_TASK INSTRUCTIONS_: Copy all the lines of the data that include the word "this".
--- PROVIDED RECORDS ---
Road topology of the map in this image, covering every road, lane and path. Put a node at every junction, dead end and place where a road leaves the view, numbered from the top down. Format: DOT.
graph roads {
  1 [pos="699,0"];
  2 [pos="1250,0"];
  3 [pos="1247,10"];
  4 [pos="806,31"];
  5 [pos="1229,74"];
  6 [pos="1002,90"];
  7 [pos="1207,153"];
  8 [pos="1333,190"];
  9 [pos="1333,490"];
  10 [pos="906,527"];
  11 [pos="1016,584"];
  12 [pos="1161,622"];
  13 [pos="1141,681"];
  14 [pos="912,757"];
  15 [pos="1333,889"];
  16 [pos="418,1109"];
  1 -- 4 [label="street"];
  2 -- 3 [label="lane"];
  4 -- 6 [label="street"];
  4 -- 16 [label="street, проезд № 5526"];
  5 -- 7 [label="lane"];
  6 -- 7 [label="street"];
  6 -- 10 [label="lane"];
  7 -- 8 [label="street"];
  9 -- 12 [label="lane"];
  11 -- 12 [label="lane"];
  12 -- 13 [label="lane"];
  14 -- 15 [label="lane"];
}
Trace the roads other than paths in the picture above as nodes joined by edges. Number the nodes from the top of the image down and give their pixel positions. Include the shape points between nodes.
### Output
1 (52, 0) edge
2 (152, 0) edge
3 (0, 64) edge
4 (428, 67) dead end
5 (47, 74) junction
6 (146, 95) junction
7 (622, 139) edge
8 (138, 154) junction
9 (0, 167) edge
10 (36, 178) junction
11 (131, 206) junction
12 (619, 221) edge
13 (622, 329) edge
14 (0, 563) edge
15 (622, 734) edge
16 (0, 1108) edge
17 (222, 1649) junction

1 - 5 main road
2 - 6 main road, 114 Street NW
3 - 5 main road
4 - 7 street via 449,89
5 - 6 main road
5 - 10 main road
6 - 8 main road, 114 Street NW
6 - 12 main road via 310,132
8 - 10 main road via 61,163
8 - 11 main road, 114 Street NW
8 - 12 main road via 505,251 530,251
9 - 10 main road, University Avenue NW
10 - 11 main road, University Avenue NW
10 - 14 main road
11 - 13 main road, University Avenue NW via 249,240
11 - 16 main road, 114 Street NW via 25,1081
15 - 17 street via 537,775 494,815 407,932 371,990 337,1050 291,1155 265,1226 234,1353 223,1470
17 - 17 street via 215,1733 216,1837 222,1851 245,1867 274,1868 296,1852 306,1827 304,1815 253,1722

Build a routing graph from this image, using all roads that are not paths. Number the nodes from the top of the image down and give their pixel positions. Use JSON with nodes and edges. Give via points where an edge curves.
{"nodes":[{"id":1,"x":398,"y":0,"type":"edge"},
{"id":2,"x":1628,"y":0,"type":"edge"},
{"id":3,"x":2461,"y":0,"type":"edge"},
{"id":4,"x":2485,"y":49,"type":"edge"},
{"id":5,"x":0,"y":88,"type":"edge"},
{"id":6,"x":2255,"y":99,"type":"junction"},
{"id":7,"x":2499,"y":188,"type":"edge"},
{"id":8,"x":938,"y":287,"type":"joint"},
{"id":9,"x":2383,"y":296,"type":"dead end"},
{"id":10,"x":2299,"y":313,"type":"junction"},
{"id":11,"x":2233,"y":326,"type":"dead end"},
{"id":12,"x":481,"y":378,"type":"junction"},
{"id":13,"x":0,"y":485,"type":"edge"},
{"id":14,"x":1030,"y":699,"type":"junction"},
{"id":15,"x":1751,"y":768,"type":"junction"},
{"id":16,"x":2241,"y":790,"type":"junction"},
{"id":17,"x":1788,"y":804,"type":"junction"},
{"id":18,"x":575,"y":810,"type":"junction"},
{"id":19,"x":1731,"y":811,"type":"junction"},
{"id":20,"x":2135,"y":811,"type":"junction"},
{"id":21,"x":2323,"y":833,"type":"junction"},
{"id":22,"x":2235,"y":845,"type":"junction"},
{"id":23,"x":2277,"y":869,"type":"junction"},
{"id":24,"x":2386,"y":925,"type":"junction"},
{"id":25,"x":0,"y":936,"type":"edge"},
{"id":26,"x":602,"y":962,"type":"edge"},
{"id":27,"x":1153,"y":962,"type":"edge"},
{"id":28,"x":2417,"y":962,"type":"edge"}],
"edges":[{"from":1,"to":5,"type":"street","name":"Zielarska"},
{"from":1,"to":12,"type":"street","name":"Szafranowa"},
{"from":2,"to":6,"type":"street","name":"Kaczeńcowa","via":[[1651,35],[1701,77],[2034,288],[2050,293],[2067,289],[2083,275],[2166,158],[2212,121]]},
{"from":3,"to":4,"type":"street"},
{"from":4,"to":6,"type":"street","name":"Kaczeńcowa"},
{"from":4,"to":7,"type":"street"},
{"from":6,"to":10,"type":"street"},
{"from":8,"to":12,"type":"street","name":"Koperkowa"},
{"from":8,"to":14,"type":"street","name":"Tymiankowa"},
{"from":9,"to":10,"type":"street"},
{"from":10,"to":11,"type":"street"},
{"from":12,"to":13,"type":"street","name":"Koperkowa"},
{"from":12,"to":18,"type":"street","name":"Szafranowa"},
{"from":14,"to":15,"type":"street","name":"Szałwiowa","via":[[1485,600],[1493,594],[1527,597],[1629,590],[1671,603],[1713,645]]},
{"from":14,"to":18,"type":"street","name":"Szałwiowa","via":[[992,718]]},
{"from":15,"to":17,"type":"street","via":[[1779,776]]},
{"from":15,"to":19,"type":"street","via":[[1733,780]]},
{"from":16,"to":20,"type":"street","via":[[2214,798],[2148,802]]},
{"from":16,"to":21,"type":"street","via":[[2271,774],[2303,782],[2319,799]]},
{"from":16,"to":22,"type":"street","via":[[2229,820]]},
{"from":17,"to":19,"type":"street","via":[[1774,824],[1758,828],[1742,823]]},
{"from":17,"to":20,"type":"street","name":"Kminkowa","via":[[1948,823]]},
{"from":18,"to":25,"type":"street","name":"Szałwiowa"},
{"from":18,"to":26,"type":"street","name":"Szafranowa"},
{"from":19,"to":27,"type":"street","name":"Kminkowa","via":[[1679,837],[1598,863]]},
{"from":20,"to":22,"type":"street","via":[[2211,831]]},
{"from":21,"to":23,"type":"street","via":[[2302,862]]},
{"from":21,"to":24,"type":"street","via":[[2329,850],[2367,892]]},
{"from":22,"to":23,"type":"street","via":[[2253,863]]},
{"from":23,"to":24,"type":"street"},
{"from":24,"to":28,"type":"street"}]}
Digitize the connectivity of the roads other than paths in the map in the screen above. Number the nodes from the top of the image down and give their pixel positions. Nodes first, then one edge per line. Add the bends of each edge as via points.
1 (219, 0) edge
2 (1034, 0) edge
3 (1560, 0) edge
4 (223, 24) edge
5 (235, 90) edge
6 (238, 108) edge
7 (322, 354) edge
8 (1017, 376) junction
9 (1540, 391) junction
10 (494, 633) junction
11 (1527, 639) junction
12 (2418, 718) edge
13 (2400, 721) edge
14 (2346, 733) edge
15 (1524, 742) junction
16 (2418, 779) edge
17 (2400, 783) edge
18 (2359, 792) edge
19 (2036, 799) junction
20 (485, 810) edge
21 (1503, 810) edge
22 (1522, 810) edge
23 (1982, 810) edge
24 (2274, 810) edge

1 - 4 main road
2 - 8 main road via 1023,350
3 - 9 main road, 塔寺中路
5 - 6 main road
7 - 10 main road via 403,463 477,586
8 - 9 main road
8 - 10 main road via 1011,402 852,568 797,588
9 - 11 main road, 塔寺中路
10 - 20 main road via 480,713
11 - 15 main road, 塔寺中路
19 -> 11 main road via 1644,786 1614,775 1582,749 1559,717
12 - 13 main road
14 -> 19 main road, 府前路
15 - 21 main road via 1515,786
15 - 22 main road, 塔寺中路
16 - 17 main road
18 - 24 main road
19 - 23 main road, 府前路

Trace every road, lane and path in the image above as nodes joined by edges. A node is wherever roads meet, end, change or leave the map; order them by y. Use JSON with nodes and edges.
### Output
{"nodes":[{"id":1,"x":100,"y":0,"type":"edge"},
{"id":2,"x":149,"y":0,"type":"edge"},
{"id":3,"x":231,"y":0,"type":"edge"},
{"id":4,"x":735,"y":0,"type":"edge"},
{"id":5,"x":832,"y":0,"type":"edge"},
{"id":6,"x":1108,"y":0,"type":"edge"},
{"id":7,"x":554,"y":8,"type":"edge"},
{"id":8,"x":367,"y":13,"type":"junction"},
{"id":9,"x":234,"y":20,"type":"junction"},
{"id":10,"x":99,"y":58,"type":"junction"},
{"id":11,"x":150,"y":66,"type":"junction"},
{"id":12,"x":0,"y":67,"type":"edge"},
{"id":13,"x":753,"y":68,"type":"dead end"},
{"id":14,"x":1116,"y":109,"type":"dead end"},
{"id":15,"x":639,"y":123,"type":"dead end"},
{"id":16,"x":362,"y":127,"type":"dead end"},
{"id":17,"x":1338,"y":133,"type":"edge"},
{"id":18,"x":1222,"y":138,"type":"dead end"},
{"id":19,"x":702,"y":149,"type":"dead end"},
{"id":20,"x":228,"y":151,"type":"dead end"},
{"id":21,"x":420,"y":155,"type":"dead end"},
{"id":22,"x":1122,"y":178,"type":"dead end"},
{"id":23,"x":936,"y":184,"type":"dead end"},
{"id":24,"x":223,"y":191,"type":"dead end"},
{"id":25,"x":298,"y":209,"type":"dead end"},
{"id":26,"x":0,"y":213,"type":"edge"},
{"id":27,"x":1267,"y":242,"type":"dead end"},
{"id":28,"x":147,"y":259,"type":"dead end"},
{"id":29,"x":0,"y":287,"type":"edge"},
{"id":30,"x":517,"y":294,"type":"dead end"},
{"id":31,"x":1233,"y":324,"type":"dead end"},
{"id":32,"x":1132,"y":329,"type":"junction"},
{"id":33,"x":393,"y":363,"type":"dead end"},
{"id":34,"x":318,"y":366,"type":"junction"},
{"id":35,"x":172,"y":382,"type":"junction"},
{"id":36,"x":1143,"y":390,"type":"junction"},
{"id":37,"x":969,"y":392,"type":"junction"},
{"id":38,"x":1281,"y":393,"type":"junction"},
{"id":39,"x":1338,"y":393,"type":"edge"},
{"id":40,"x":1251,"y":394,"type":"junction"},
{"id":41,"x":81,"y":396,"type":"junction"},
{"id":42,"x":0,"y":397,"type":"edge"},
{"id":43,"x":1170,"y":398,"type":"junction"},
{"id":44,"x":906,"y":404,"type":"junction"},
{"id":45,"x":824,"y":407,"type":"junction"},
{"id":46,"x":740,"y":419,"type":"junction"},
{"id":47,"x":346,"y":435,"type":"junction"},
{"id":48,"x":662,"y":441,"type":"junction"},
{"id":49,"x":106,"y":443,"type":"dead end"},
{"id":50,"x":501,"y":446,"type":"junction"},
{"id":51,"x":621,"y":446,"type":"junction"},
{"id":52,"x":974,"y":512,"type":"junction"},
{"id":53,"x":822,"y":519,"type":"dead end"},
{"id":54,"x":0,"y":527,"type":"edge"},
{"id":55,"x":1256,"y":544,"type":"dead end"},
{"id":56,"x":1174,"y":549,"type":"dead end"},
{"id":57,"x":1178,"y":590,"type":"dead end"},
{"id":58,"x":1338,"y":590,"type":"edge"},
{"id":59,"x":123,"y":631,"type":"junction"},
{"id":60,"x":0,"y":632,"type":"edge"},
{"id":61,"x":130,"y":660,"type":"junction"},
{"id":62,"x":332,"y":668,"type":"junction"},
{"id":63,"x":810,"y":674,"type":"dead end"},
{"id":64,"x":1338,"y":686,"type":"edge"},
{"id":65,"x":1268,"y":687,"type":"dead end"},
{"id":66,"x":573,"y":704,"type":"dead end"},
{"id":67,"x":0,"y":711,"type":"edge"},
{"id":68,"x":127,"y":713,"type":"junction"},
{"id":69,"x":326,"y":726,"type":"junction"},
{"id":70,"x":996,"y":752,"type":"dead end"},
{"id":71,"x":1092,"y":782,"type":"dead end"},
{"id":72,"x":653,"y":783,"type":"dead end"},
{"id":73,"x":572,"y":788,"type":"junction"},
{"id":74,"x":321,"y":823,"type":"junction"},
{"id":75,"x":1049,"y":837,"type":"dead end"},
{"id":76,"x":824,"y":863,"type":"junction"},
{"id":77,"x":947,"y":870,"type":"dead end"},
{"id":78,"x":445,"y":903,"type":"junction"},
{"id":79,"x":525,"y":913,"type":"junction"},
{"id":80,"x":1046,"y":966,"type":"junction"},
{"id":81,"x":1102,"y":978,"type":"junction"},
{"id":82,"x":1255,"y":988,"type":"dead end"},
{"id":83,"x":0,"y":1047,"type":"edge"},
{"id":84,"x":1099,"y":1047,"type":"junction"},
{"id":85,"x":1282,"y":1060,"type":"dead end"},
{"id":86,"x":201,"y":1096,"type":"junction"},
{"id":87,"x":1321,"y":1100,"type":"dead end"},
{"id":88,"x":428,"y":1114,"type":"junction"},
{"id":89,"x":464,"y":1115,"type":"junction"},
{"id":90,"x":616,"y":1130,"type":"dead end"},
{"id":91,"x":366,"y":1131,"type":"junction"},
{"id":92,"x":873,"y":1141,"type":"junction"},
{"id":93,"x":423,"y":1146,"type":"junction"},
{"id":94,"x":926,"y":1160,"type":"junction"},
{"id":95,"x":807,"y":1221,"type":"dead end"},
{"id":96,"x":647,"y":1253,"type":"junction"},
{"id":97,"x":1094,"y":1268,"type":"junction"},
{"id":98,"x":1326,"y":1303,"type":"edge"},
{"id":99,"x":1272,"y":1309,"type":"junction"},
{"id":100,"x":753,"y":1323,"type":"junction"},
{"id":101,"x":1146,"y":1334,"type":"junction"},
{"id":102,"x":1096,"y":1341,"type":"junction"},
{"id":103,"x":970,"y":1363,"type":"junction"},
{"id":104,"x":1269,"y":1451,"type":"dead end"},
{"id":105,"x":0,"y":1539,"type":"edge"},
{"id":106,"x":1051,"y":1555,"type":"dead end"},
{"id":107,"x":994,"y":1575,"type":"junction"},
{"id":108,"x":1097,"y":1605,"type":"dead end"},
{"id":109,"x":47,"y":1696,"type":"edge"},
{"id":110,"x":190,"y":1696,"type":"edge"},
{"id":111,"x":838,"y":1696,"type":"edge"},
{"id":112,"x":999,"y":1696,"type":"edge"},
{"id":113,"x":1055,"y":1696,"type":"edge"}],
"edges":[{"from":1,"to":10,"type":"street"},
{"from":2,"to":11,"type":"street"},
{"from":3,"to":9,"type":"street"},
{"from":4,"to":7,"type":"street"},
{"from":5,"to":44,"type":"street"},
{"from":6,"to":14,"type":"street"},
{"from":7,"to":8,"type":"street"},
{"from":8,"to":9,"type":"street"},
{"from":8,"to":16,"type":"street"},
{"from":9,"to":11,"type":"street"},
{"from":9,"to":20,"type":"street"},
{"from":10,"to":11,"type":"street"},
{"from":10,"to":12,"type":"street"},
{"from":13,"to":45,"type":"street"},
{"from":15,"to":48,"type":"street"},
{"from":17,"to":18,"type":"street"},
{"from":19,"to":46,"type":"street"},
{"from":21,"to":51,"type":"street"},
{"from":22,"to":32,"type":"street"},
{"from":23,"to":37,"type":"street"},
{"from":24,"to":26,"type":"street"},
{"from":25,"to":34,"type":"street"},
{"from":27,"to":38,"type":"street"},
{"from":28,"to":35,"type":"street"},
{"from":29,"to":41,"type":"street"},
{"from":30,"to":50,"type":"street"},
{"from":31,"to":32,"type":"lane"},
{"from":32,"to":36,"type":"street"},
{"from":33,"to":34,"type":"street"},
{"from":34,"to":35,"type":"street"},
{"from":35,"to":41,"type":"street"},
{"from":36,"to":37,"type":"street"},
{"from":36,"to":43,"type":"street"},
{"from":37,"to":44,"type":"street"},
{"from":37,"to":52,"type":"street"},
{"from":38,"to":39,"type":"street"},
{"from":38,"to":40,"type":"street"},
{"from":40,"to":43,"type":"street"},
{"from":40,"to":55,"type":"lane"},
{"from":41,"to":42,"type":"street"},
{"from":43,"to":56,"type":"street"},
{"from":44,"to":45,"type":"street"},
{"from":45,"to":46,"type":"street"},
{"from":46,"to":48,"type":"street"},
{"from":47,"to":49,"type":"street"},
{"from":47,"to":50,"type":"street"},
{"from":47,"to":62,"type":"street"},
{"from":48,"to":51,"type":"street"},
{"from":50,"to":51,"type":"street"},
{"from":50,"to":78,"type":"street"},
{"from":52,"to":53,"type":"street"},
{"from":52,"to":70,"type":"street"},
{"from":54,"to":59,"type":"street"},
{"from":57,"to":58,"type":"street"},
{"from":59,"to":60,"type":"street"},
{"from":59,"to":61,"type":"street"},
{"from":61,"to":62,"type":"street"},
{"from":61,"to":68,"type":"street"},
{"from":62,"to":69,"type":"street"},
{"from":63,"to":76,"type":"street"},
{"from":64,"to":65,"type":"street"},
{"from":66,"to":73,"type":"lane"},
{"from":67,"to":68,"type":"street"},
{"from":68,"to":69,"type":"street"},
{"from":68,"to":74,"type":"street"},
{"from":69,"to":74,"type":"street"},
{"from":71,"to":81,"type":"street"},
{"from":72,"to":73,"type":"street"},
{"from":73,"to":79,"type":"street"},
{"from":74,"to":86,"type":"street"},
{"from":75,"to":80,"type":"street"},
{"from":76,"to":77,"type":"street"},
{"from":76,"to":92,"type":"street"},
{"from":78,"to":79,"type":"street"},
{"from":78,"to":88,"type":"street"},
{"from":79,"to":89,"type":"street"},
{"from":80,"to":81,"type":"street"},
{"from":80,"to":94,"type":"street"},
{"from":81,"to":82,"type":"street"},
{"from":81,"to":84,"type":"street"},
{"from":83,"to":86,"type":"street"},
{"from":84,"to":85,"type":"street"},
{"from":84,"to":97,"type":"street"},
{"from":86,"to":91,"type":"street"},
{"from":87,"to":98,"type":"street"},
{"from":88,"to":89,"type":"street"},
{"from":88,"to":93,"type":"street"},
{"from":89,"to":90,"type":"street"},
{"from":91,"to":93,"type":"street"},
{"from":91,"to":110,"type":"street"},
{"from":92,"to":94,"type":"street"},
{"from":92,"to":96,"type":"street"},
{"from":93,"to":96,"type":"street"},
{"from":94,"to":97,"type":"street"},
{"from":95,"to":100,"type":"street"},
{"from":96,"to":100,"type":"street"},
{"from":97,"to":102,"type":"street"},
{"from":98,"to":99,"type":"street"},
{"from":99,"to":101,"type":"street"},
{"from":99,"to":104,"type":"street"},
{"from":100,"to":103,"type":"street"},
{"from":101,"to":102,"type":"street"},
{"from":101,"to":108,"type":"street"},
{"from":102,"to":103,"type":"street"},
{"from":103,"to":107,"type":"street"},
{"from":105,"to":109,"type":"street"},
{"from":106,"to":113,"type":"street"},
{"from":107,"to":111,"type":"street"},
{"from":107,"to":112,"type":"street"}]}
---
_THE COMPLETED TASK_:
Road topology of the map in this image, covering every road, lane and path. Put a node at every junction, dead end and place where a road leaves the view, numbered from the top down. Format: DOT.
Build a routing graph from this image, using all roads that are not paths. Number the nodes from the top of the image down and give their pixel positions. Use JSON with nodes and edges. Give via points where an edge curves.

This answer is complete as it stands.